((
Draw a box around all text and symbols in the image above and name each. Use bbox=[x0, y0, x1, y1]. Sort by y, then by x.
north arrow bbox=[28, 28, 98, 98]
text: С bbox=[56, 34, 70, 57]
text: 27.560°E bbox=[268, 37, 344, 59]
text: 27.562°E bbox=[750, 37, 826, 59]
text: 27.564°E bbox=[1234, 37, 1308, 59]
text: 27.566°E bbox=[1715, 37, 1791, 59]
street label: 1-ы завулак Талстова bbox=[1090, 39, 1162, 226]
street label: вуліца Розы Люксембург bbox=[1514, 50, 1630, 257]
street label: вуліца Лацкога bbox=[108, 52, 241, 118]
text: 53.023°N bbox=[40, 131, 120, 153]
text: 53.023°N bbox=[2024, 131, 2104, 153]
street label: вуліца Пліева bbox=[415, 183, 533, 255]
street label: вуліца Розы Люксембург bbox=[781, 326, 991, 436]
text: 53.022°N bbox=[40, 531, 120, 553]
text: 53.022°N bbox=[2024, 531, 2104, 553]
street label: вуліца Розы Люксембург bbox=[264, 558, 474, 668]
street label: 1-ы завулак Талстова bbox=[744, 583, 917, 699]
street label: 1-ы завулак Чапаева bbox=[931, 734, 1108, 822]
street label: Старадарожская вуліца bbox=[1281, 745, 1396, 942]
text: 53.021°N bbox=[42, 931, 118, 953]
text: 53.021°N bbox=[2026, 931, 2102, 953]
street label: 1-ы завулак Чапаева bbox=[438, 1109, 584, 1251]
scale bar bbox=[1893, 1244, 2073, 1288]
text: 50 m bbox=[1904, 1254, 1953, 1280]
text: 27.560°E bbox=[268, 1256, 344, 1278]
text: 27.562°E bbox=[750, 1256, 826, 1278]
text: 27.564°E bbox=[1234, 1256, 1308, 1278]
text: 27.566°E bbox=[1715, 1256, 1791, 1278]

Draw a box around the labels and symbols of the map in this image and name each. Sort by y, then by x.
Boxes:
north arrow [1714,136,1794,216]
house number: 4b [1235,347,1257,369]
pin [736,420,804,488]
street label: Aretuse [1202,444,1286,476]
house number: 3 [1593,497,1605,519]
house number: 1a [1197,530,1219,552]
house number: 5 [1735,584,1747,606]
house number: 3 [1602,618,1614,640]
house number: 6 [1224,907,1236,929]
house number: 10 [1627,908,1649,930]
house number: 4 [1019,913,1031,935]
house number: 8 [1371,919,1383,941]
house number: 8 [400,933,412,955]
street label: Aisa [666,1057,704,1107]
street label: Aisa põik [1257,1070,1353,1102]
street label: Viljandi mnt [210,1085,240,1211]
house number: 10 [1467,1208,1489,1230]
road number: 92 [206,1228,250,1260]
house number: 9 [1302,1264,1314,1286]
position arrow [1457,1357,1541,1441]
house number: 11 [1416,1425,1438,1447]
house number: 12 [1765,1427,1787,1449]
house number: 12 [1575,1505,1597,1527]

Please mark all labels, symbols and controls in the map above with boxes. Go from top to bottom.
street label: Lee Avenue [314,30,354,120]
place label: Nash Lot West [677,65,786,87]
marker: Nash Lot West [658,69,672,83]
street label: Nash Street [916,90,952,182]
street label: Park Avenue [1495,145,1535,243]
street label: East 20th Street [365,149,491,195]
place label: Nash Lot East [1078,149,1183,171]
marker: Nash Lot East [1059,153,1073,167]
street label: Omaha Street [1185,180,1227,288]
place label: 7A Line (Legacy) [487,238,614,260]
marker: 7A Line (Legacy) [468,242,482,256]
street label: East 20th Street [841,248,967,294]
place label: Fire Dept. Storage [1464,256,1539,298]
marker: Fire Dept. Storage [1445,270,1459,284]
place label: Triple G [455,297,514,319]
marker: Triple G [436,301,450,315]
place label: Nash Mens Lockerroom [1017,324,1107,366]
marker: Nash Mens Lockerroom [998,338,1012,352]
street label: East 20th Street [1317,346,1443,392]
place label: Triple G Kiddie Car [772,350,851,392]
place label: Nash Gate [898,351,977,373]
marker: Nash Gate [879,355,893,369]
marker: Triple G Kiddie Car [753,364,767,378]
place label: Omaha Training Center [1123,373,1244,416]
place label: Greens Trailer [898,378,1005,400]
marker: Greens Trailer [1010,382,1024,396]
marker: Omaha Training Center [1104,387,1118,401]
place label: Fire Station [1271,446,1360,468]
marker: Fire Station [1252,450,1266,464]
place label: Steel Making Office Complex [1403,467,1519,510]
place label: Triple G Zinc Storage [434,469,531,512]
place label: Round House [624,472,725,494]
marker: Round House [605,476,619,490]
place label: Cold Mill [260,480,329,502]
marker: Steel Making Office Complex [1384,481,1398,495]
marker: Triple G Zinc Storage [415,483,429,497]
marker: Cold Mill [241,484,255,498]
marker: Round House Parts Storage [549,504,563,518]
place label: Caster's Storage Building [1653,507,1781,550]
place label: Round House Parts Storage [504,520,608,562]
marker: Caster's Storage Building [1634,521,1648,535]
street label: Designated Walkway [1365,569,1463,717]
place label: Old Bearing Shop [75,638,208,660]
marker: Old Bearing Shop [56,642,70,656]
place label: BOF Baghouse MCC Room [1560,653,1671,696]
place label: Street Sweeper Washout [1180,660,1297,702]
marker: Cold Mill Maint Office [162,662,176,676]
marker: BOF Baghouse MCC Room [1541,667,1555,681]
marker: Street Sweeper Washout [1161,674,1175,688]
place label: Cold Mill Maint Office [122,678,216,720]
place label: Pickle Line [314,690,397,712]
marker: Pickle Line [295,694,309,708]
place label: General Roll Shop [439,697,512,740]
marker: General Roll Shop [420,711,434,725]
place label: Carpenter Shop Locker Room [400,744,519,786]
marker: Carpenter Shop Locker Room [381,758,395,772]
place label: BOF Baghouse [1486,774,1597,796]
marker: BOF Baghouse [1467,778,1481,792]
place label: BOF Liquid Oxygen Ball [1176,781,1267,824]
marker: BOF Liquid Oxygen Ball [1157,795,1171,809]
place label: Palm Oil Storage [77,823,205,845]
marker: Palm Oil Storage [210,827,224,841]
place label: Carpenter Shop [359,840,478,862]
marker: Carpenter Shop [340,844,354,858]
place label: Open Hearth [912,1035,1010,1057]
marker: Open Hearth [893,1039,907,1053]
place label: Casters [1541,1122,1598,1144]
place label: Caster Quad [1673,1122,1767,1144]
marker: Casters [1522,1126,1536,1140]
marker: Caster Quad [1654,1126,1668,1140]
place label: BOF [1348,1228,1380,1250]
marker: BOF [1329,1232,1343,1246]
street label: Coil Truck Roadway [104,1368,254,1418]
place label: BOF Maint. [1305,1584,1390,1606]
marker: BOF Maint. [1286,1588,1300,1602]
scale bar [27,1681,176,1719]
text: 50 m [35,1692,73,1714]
))
Problem statement -
Pick every line of the data that includes the string "West".

Response -
place label: Nash Lot West [677,65,786,87]
marker: Nash Lot West [658,69,672,83]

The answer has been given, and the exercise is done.